I'm a bit further north, and have only been playing for a couple years. I've had my best luck so far with dormant seeding. Right now, I am waiting for the ground temperature to drop low enough so that any seed I put down will not attempt to germinate until next spring. Got 30 pounds of a TTTF/FF/KBG mix to spread in the thin areas - As long as I get it in before the first snowfall.


----------



## 1028mountain (Oct 1, 2019)

Ylli said:


> I'm a bit further north, and have only been playing for a couple years. I've had my best luck so far with dormant seeding. Right now, I am waiting for the ground temperature to drop low enough so that any seed I put down will not attempt to germinate until next spring. Got 30 pounds of a TTTF/FF/KBG mix to spread in the thin areas - As long as I get it in before the first snowfall.

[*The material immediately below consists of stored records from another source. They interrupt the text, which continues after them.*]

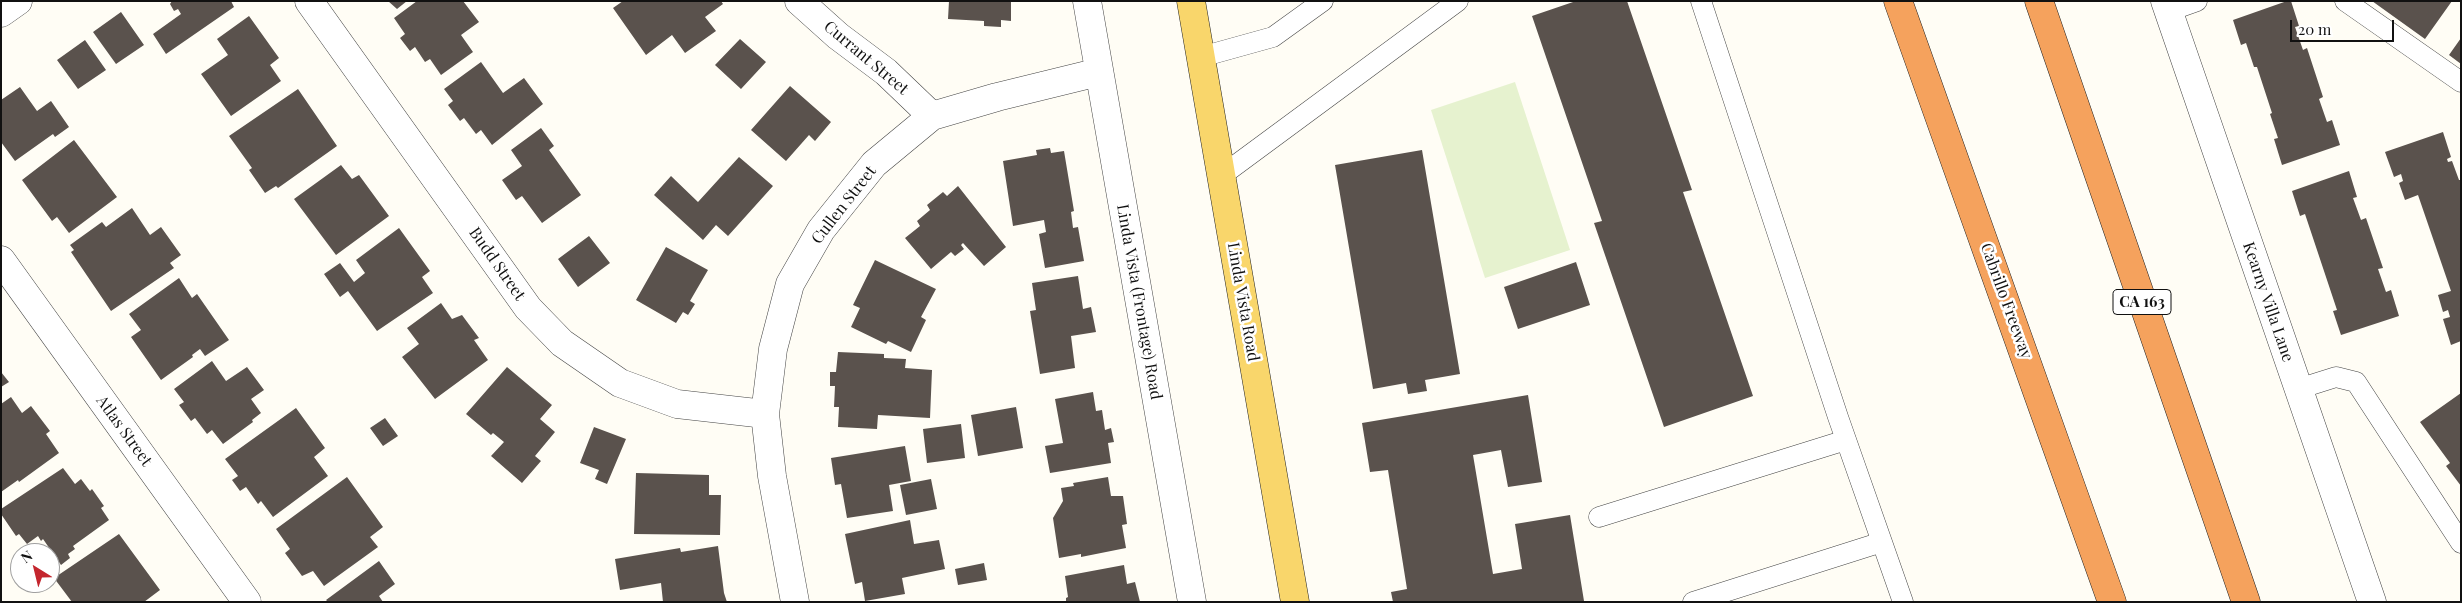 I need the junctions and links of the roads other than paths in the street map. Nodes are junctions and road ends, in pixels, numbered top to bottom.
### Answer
1 (18, 1) edge
2 (309, 1) edge
3 (798, 1) edge
4 (1087, 1) edge
5 (1191, 1) edge
6 (1323, 1) edge
7 (1458, 1) edge
8 (1701, 1) edge
9 (1898, 1) edge
10 (2039, 1) edge
11 (2197, 1) edge
12 (2345, 1) edge
13 (2167, 6) edge
14 (1, 13) edge
15 (1201, 57) junction
16 (1099, 72) junction
17 (2461, 82) edge
18 (932, 116) junction
19 (1221, 176) junction
20 (1, 260) edge
21 (2298, 388) junction
22 (766, 414) junction
23 (1846, 440) junction
24 (1599, 517) dead end
25 (1882, 542) junction
26 (2461, 543) edge
27 (246, 602) edge
28 (795, 602) edge
29 (1192, 602) edge
30 (1295, 602) edge
31 (1693, 602) edge
32 (1903, 602) edge
33 (2112, 602) edge
34 (2246, 602) edge
35 (2372, 602) edge

1 - 14 street
2 - 22 street, Budd Street
3 - 18 street, Currant Street
4 - 16 street, Linda Vista (Frontage) Road
5 - 15 main road, Linda Vista Road
6 - 15 lane
7 - 19 lane
8 - 23 lane
9 - 33 highway, Cabrillo Freeway
10 - 34 highway, CA 163
11 - 13 lane
12 - 17 lane
13 - 21 street, Kearny Villa Lane
15 - 19 main road, Linda Vista Road
16 - 18 street, Cullen Street
16 - 29 street, Linda Vista (Frontage) Road
18 - 22 street, Cullen Street
19 - 30 main road, Linda Vista Road
20 - 27 street, Atlas Street
21 - 26 lane
21 - 35 street, Kearny Villa Lane
22 - 28 street, Cullen Street
23 - 24 lane
23 - 25 lane
25 - 31 lane
25 - 32 lane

Never thought of doing that. If you do put seed down and it doesn't germinate there is a chance it will go dormant and then germinate in the spring? At what temp does it not even attempt to germ?


----------



## vettetrm (Apr 7, 2018)

Suburban Jungle Life said:


> vettetrm said:
> 
> 
> > I think more people in the transition zone at least seed too early!
> ...


In the following instance I am mostly talking about seeding on bare ground and not overseeding. The biggest problems I have seeding early are the crazy amount of water it takes to keep it moist, the fungus I end up with because of the constant water and high temperatures, and the thunderstorms dropping 2" of rain in 15 minutes causing terrible washouts. 
The grass that somehow survives all this looks beat up and patchy and takes so long to recover that the grass I plant 2 months later passes it up, looks fuller and gets mowed more by the time everything shuts down for the winter. The patchy grass makes reseeding difficult because it is hard to work the seed in or cover it with small, weak grass already there and having to pound it with another round of water for at least a week. 
Any suggestions for better results? Always looking for a better way. 
Methods I have tried are: seeding and covering with peat and garden weaseling the seed into the top 1/4" or so. Garden Weasel method works better for me. Doesn't wash away as bad and I seem to get less fungus issues. 
Reason I don't like to overseed early is a different reason, I have an acre and no irrigation so watering all that is too difficult.


----------



## Alias-Doe (Aug 9, 2019)

dport said:


> really appreciate the great commentary and diverse views here. I bought a new construction house in October 2018. So last fall was lost on me. In the spring, I seeded PRG (early April. Grew in looking great) and it was completely torched by early June. I mean, it was gone. AND, we had a rainy spring. My soil is more clay so that's part of the issue, but I was still surprised. Fungus no doubt got to it as well.
> 
> As far as climate, yes, I am on the norther fringe of the transition zone. I live in far SE PA, only about 10 minutes from the Delaware border. More times that not, our ground does not freeze until January (on rare occasions it doesn't freeze at all).
> 
> I'll keep you all posted regarding any germination this week. Will be a nice experiment to see if the seedlings survive into winter and next spring.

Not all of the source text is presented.